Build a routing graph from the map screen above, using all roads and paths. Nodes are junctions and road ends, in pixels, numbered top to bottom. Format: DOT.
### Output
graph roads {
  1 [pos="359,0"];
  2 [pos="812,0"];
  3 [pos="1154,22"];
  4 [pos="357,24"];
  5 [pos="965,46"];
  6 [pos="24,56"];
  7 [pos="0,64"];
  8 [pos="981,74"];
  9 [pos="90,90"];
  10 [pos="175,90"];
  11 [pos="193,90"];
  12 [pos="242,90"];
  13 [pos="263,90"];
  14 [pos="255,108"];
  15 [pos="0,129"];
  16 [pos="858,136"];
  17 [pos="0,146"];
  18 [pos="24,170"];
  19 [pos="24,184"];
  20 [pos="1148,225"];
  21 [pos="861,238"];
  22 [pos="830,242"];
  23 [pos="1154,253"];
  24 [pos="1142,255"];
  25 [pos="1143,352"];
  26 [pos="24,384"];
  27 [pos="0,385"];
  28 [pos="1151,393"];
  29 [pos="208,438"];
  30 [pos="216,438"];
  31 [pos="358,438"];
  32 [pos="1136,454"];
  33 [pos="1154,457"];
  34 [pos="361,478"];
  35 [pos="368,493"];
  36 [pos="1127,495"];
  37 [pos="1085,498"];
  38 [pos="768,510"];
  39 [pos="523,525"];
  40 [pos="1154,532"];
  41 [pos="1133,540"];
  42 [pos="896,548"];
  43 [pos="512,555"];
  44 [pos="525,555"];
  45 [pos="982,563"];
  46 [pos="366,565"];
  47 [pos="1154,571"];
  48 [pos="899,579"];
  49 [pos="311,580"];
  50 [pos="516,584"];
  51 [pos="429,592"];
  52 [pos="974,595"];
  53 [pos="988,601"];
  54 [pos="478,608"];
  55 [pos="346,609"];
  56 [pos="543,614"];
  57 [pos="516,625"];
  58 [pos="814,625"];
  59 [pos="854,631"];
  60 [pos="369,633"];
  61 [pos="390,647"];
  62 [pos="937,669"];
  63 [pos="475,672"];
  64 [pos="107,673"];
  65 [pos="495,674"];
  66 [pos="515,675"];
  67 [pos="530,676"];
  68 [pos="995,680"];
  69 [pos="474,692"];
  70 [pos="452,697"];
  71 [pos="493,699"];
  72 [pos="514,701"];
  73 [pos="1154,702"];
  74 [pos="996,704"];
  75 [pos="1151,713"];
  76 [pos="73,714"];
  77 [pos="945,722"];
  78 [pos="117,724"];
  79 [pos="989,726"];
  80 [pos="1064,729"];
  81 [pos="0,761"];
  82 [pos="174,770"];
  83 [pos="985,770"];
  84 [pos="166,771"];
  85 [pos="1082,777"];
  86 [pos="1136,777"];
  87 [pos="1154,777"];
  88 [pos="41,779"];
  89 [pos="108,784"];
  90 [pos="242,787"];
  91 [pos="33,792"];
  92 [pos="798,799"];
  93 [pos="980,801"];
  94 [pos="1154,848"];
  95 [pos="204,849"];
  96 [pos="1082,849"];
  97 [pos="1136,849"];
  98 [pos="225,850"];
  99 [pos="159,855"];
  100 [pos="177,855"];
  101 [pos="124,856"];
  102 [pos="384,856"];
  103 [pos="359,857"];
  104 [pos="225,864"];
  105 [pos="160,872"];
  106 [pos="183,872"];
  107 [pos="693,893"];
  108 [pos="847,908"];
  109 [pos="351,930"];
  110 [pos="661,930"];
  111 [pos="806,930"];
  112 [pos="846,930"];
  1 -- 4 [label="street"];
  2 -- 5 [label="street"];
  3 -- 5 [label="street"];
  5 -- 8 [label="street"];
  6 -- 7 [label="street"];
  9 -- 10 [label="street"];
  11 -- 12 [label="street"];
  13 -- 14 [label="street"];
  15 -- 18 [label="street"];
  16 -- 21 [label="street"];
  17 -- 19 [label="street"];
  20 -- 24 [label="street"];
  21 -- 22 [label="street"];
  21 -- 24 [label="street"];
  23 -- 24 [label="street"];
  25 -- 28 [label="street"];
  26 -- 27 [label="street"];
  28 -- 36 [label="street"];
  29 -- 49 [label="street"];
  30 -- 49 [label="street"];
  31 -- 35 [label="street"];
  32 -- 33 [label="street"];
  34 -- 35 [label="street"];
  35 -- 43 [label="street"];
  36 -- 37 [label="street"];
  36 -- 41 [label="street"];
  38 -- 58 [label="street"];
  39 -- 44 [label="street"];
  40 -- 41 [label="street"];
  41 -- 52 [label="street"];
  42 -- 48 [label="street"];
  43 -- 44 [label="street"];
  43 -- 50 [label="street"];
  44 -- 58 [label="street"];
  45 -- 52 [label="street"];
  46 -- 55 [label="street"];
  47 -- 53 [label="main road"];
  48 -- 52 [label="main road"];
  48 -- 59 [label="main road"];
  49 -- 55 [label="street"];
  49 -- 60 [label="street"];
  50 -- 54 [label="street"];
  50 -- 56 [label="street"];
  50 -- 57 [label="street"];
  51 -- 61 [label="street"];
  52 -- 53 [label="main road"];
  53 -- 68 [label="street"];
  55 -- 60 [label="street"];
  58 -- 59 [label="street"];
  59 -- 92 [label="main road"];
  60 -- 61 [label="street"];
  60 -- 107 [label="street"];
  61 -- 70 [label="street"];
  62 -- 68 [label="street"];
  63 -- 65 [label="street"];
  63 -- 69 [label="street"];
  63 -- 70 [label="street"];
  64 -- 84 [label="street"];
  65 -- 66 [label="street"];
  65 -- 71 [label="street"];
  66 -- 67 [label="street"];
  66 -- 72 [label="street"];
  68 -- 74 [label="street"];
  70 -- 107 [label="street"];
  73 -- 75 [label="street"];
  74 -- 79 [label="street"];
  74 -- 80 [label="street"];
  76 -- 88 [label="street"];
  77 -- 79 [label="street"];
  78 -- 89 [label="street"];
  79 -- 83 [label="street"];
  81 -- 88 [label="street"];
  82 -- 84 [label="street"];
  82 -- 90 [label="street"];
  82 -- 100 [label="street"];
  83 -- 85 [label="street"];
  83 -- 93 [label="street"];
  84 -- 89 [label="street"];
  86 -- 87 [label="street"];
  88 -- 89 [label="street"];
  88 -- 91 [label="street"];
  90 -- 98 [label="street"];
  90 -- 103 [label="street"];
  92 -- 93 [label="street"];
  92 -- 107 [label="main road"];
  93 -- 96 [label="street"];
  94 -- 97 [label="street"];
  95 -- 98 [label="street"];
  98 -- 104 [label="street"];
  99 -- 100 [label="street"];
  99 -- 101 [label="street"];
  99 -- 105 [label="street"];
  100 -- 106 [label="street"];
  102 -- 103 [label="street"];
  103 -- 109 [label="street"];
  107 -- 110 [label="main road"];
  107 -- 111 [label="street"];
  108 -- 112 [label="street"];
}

-*-*-

▶ **Work request**:
Write out the complete listing above, exactly as it reads.

▶ **Solution for this exercise**:
Build a routing graph from the map screen above, using all roads and paths. Nodes are junctions and road ends, in pixels, numbered top to bottom. Format: DOT.
### Output
graph roads {
  1 [pos="359,0"];
  2 [pos="812,0"];
  3 [pos="1154,22"];
  4 [pos="357,24"];
  5 [pos="965,46"];
  6 [pos="24,56"];
  7 [pos="0,64"];
  8 [pos="981,74"];
  9 [pos="90,90"];
  10 [pos="175,90"];
  11 [pos="193,90"];
  12 [pos="242,90"];
  13 [pos="263,90"];
  14 [pos="255,108"];
  15 [pos="0,129"];
  16 [pos="858,136"];
  17 [pos="0,146"];
  18 [pos="24,170"];
  19 [pos="24,184"];
  20 [pos="1148,225"];
  21 [pos="861,238"];
  22 [pos="830,242"];
  23 [pos="1154,253"];
  24 [pos="1142,255"];
  25 [pos="1143,352"];
  26 [pos="24,384"];
  27 [pos="0,385"];
  28 [pos="1151,393"];
  29 [pos="208,438"];
  30 [pos="216,438"];
  31 [pos="358,438"];
  32 [pos="1136,454"];
  33 [pos="1154,457"];
  34 [pos="361,478"];
  35 [pos="368,493"];
  36 [pos="1127,495"];
  37 [pos="1085,498"];
  38 [pos="768,510"];
  39 [pos="523,525"];
  40 [pos="1154,532"];
  41 [pos="1133,540"];
  42 [pos="896,548"];
  43 [pos="512,555"];
  44 [pos="525,555"];
  45 [pos="982,563"];
  46 [pos="366,565"];
  47 [pos="1154,571"];
  48 [pos="899,579"];
  49 [pos="311,580"];
  50 [pos="516,584"];
  51 [pos="429,592"];
  52 [pos="974,595"];
  53 [pos="988,601"];
  54 [pos="478,608"];
  55 [pos="346,609"];
  56 [pos="543,614"];
  57 [pos="516,625"];
  58 [pos="814,625"];
  59 [pos="854,631"];
  60 [pos="369,633"];
  61 [pos="390,647"];
  62 [pos="937,669"];
  63 [pos="475,672"];
  64 [pos="107,673"];
  65 [pos="495,674"];
  66 [pos="515,675"];
  67 [pos="530,676"];
  68 [pos="995,680"];
  69 [pos="474,692"];
  70 [pos="452,697"];
  71 [pos="493,699"];
  72 [pos="514,701"];
  73 [pos="1154,702"];
  74 [pos="996,704"];
  75 [pos="1151,713"];
  76 [pos="73,714"];
  77 [pos="945,722"];
  78 [pos="117,724"];
  79 [pos="989,726"];
  80 [pos="1064,729"];
  81 [pos="0,761"];
  82 [pos="174,770"];
  83 [pos="985,770"];
  84 [pos="166,771"];
  85 [pos="1082,777"];
  86 [pos="1136,777"];
  87 [pos="1154,777"];
  88 [pos="41,779"];
  89 [pos="108,784"];
  90 [pos="242,787"];
  91 [pos="33,792"];
  92 [pos="798,799"];
  93 [pos="980,801"];
  94 [pos="1154,848"];
  95 [pos="204,849"];
  96 [pos="1082,849"];
  97 [pos="1136,849"];
  98 [pos="225,850"];
  99 [pos="159,855"];
  100 [pos="177,855"];
  101 [pos="124,856"];
  102 [pos="384,856"];
  103 [pos="359,857"];
  104 [pos="225,864"];
  105 [pos="160,872"];
  106 [pos="183,872"];
  107 [pos="693,893"];
  108 [pos="847,908"];
  109 [pos="351,930"];
  110 [pos="661,930"];
  111 [pos="806,930"];
  112 [pos="846,930"];
  1 -- 4 [label="street"];
  2 -- 5 [label="street"];
  3 -- 5 [label="street"];
  5 -- 8 [label="street"];
  6 -- 7 [label="street"];
  9 -- 10 [label="street"];
  11 -- 12 [label="street"];
  13 -- 14 [label="street"];
  15 -- 18 [label="street"];
  16 -- 21 [label="street"];
  17 -- 19 [label="street"];
  20 -- 24 [label="street"];
  21 -- 22 [label="street"];
  21 -- 24 [label="street"];
  23 -- 24 [label="street"];
  25 -- 28 [label="street"];
  26 -- 27 [label="street"];
  28 -- 36 [label="street"];
  29 -- 49 [label="street"];
  30 -- 49 [label="street"];
  31 -- 35 [label="street"];
  32 -- 33 [label="street"];
  34 -- 35 [label="street"];
  35 -- 43 [label="street"];
  36 -- 37 [label="street"];
  36 -- 41 [label="street"];
  38 -- 58 [label="street"];
  39 -- 44 [label="street"];
  40 -- 41 [label="street"];
  41 -- 52 [label="street"];
  42 -- 48 [label="street"];
  43 -- 44 [label="street"];
  43 -- 50 [label="street"];
  44 -- 58 [label="street"];
  45 -- 52 [label="street"];
  46 -- 55 [label="street"];
  47 -- 53 [label="main road"];
  48 -- 52 [label="main road"];
  48 -- 59 [label="main road"];
  49 -- 55 [label="street"];
  49 -- 60 [label="street"];
  50 -- 54 [label="street"];
  50 -- 56 [label="street"];
  50 -- 57 [label="street"];
  51 -- 61 [label="street"];
  52 -- 53 [label="main road"];
  53 -- 68 [label="street"];
  55 -- 60 [label="street"];
  58 -- 59 [label="street"];
  59 -- 92 [label="main road"];
  60 -- 61 [label="street"];
  60 -- 107 [label="street"];
  61 -- 70 [label="street"];
  62 -- 68 [label="street"];
  63 -- 65 [label="street"];
  63 -- 69 [label="street"];
  63 -- 70 [label="street"];
  64 -- 84 [label="street"];
  65 -- 66 [label="street"];
  65 -- 71 [label="street"];
  66 -- 67 [label="street"];
  66 -- 72 [label="street"];
  68 -- 74 [label="street"];
  70 -- 107 [label="street"];
  73 -- 75 [label="street"];
  74 -- 79 [label="street"];
  74 -- 80 [label="street"];
  76 -- 88 [label="street"];
  77 -- 79 [label="street"];
  78 -- 89 [label="street"];
  79 -- 83 [label="street"];
  81 -- 88 [label="street"];
  82 -- 84 [label="street"];
  82 -- 90 [label="street"];
  82 -- 100 [label="street"];
  83 -- 85 [label="street"];
  83 -- 93 [label="street"];
  84 -- 89 [label="street"];
  86 -- 87 [label="street"];
  88 -- 89 [label="street"];
  88 -- 91 [label="street"];
  90 -- 98 [label="street"];
  90 -- 103 [label="street"];
  92 -- 93 [label="street"];
  92 -- 107 [label="main road"];
  93 -- 96 [label="street"];
  94 -- 97 [label="street"];
  95 -- 98 [label="street"];
  98 -- 104 [label="street"];
  99 -- 100 [label="street"];
  99 -- 101 [label="street"];
  99 -- 105 [label="street"];
  100 -- 106 [label="street"];
  102 -- 103 [label="street"];
  103 -- 109 [label="street"];
  107 -- 110 [label="main road"];
  107 -- 111 [label="street"];
  108 -- 112 [label="street"];
}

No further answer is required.